:: Task objective ::
Those lines of the following listing which contain the string "JSON" should be returned.

:: Input records ::

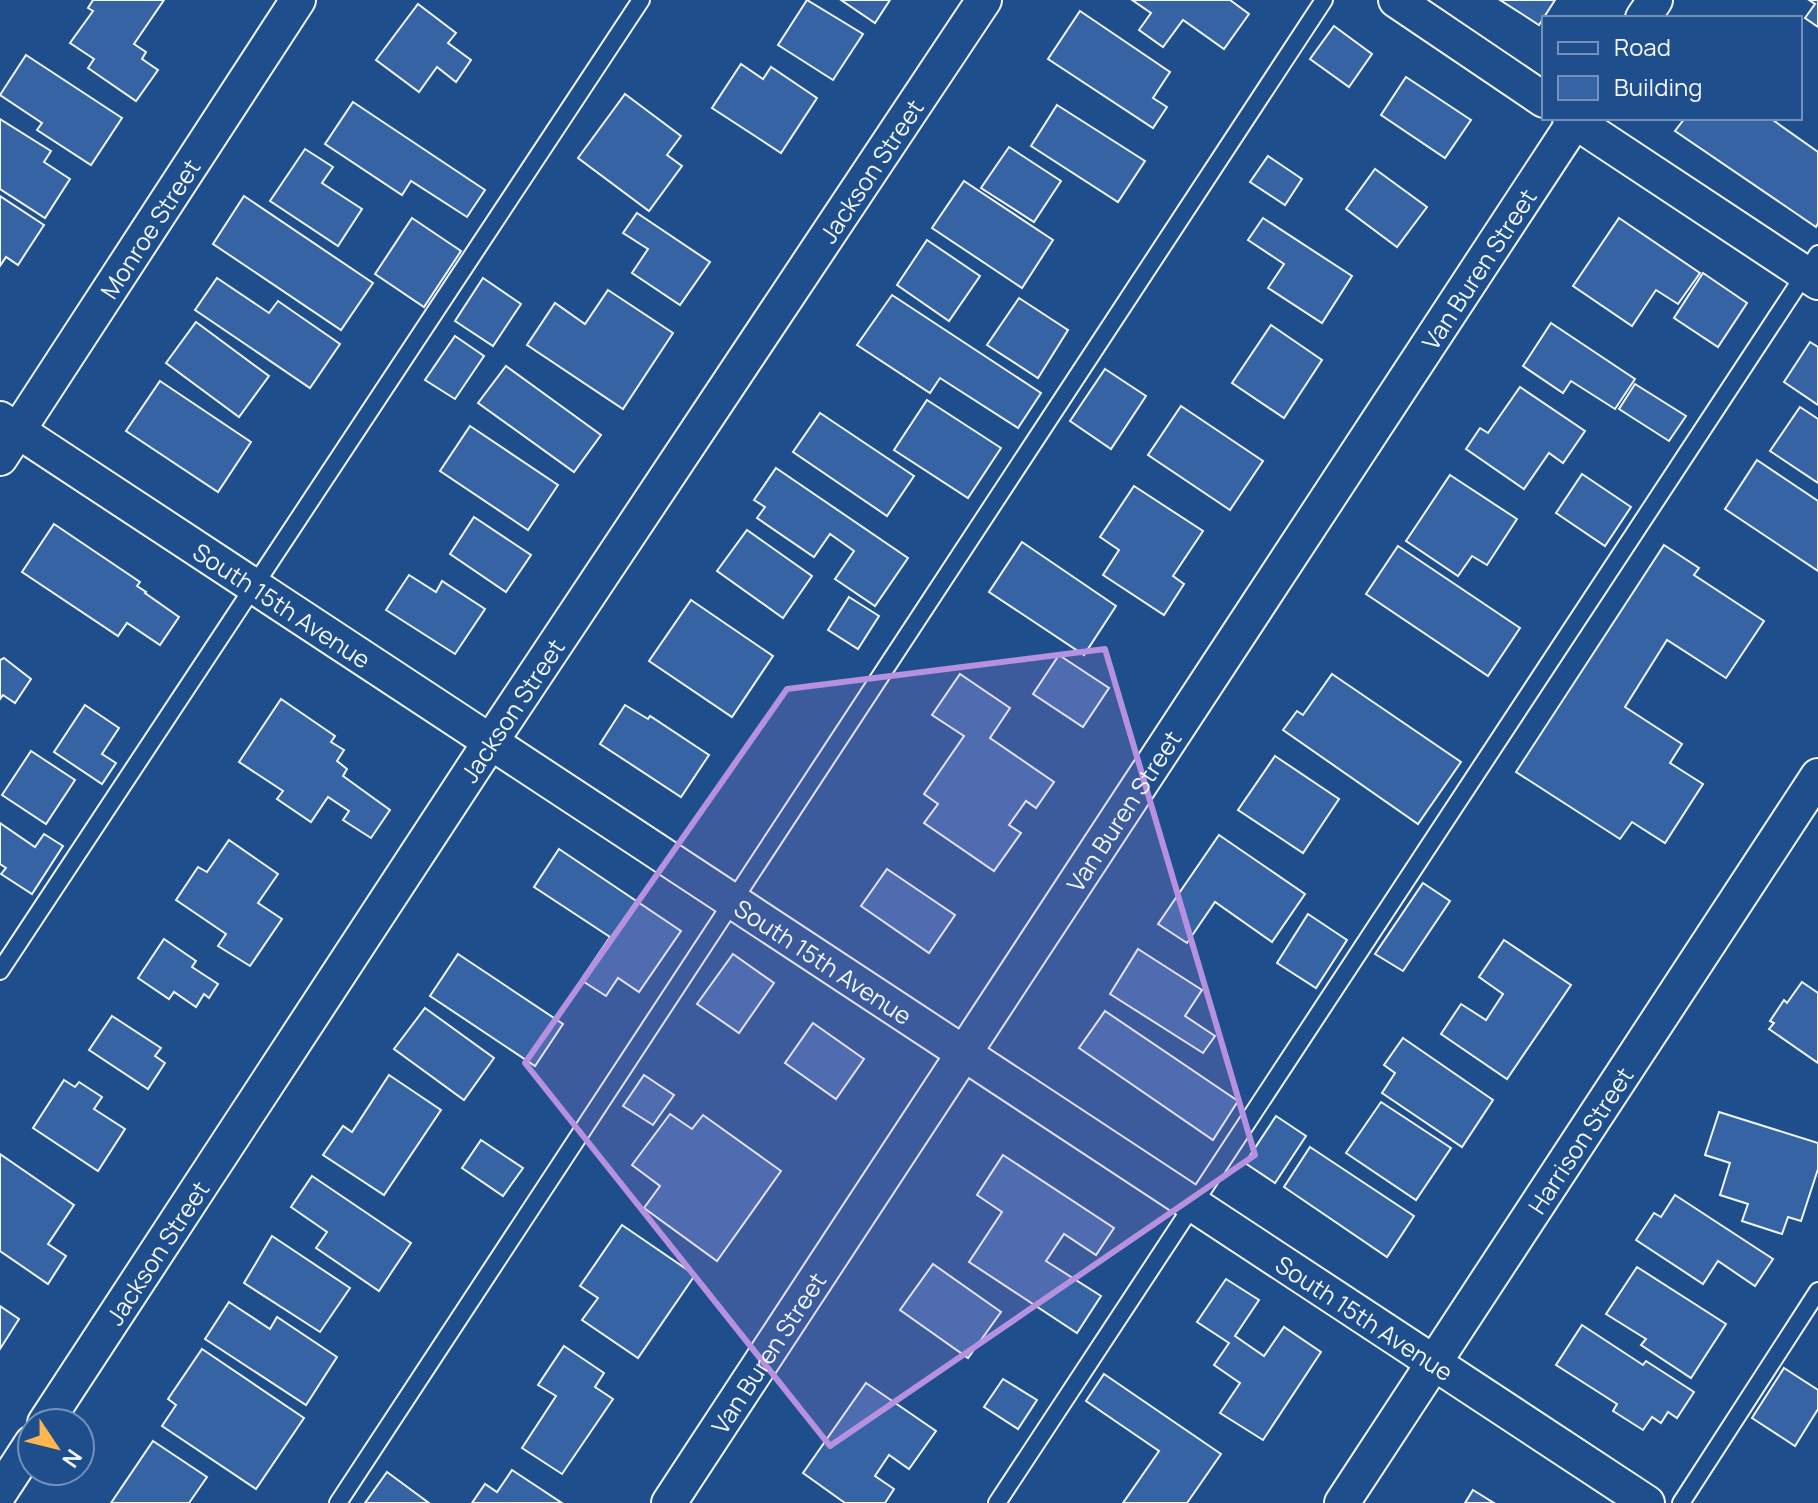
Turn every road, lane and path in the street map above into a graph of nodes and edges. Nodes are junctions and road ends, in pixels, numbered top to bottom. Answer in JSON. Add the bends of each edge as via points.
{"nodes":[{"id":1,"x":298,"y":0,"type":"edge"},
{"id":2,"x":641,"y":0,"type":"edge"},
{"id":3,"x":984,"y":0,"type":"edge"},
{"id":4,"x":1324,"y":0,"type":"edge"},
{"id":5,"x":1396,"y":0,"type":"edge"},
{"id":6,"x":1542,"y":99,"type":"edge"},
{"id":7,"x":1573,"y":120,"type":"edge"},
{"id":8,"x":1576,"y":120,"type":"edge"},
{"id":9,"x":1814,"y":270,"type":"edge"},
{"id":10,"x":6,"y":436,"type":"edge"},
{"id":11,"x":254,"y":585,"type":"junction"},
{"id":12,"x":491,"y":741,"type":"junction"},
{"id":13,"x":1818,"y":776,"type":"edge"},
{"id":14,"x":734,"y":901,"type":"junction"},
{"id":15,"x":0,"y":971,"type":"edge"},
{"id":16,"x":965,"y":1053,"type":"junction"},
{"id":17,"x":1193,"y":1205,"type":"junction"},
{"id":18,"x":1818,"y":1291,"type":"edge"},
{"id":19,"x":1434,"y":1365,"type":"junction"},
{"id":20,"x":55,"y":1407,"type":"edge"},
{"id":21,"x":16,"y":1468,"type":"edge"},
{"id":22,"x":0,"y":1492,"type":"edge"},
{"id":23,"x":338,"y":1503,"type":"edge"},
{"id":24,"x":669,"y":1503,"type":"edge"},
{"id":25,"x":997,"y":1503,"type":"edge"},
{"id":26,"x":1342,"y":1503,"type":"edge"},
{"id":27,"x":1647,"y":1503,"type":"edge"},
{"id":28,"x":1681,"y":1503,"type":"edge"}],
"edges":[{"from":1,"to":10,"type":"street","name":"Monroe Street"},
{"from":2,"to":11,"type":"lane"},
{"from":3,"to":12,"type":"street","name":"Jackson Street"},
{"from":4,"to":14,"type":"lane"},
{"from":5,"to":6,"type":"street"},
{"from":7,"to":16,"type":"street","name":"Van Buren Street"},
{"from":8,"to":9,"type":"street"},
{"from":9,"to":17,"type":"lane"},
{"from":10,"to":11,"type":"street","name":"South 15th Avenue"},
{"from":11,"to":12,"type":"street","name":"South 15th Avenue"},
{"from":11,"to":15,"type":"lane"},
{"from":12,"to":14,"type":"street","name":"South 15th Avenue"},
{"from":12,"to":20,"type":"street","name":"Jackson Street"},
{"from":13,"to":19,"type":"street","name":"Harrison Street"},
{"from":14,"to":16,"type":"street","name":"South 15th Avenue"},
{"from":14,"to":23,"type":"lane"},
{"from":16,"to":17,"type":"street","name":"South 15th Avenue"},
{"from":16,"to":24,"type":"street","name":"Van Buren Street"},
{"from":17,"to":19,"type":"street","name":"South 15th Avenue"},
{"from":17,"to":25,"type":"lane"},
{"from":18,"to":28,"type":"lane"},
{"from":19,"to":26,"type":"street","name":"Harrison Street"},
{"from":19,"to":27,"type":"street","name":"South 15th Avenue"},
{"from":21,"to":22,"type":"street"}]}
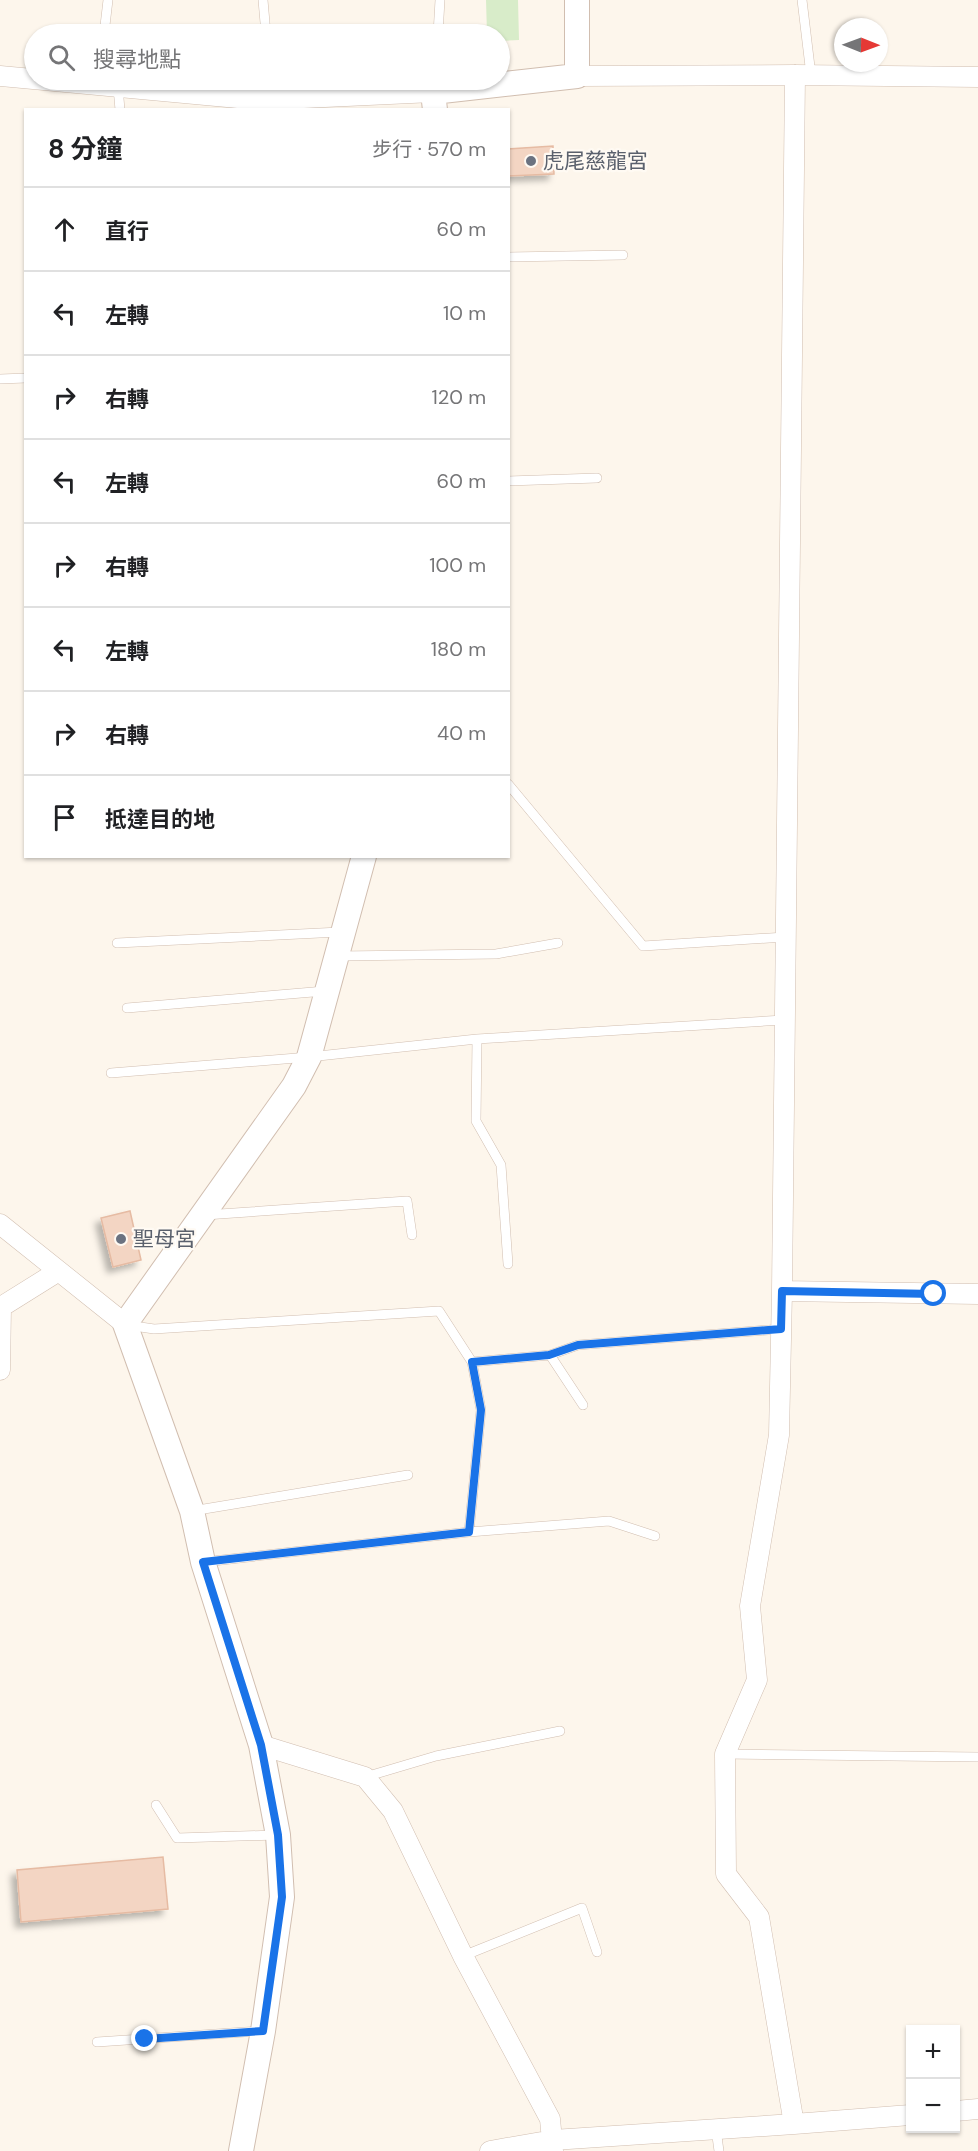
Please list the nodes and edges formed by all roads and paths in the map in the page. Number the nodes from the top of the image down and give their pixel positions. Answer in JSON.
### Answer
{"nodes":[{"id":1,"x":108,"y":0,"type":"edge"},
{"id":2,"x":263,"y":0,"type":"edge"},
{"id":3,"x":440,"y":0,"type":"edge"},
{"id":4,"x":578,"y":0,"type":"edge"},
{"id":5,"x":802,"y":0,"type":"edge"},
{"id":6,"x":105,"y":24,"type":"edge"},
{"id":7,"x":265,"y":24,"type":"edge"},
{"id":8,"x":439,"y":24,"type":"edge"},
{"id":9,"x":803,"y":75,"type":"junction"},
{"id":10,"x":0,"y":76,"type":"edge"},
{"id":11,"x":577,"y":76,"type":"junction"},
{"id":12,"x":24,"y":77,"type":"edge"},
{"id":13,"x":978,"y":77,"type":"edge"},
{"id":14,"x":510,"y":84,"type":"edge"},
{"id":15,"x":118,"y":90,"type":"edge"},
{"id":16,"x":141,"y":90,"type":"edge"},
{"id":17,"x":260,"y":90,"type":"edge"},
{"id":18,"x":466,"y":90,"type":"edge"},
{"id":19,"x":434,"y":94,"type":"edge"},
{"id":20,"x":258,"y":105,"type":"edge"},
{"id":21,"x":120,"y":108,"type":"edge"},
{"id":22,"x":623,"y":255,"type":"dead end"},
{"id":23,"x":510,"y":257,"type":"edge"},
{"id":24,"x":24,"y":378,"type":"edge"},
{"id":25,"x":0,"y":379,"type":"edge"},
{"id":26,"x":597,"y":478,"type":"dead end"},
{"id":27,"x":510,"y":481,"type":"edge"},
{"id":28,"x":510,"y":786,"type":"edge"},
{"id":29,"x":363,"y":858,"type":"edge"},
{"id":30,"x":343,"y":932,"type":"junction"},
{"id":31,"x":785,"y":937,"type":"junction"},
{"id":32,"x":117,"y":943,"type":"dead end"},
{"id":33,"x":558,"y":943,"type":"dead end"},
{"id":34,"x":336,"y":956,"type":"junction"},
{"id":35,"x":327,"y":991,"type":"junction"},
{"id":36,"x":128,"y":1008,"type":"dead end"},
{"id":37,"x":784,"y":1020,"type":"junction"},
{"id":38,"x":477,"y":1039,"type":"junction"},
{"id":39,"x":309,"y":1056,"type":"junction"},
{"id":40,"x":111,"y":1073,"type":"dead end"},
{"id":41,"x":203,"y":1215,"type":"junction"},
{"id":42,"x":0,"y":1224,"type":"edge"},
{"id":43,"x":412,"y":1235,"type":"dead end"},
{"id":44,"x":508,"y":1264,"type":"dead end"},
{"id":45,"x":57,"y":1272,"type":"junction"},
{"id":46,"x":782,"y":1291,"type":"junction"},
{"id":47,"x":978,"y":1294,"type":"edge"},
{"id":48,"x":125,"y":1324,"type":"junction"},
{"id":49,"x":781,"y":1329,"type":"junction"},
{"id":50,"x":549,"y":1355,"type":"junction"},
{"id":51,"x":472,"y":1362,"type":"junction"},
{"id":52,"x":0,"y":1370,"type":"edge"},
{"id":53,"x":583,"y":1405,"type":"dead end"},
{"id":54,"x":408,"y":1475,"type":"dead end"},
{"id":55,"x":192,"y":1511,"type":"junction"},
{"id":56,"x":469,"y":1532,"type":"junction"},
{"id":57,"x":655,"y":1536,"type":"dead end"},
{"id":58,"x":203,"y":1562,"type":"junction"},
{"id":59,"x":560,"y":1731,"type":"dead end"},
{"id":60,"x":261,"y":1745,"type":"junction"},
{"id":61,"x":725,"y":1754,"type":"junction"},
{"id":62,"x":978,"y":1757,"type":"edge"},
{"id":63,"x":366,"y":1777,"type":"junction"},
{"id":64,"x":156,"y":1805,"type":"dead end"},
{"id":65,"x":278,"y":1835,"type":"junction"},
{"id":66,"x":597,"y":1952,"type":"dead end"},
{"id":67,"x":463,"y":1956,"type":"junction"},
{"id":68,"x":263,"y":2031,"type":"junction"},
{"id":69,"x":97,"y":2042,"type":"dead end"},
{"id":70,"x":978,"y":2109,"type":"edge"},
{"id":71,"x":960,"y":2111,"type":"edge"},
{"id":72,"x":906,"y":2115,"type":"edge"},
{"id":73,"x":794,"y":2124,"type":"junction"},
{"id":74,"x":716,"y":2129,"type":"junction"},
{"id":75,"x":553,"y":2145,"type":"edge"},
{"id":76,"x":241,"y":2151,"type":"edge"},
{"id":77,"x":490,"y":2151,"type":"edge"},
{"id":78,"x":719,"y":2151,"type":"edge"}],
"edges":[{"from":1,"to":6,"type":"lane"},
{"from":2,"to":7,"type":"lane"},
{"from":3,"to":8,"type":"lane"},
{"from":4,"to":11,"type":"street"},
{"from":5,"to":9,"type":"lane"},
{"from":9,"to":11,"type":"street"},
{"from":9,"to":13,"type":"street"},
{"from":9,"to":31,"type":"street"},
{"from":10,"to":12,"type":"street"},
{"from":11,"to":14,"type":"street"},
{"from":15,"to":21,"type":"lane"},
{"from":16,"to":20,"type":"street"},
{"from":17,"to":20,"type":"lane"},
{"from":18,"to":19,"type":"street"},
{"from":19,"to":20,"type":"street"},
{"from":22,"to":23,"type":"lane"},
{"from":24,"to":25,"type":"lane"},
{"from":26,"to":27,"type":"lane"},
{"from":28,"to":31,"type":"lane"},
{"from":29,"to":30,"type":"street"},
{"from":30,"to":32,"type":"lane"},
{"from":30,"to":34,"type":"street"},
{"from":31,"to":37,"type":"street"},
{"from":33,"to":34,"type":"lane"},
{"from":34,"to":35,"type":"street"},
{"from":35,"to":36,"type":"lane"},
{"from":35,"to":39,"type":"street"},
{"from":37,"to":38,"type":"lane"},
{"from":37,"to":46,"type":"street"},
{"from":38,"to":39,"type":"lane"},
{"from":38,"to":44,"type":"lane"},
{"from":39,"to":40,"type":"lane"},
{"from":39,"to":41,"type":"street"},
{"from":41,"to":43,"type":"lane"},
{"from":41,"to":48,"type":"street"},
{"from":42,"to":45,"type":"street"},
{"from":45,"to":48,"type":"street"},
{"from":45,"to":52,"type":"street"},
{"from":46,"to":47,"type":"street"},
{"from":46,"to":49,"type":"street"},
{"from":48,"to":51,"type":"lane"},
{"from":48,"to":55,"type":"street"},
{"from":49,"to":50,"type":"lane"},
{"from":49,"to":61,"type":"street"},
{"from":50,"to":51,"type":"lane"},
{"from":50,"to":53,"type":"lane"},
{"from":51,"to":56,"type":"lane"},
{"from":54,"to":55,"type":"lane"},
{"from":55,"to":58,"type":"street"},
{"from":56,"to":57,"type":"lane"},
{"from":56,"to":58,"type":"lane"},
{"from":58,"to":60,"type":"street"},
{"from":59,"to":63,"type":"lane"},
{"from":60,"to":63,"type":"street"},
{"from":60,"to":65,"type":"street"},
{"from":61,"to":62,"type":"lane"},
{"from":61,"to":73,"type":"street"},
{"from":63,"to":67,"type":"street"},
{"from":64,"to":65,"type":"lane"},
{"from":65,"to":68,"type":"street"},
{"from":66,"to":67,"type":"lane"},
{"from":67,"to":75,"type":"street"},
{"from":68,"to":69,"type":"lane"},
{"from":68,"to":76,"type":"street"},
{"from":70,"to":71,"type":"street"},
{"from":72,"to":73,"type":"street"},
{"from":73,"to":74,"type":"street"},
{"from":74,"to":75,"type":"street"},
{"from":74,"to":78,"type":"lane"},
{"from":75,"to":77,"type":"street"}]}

:: Problem solution ::
Turn every road, lane and path in the street map above into a graph of nodes and edges. Nodes are junctions and road ends, in pixels, numbered top to bottom. Answer in JSON. Add the bends of each edge as via points.
Please list the nodes and edges formed by all roads and paths in the map in the page. Number the nodes from the top of the image down and give their pixel positions. Answer in JSON.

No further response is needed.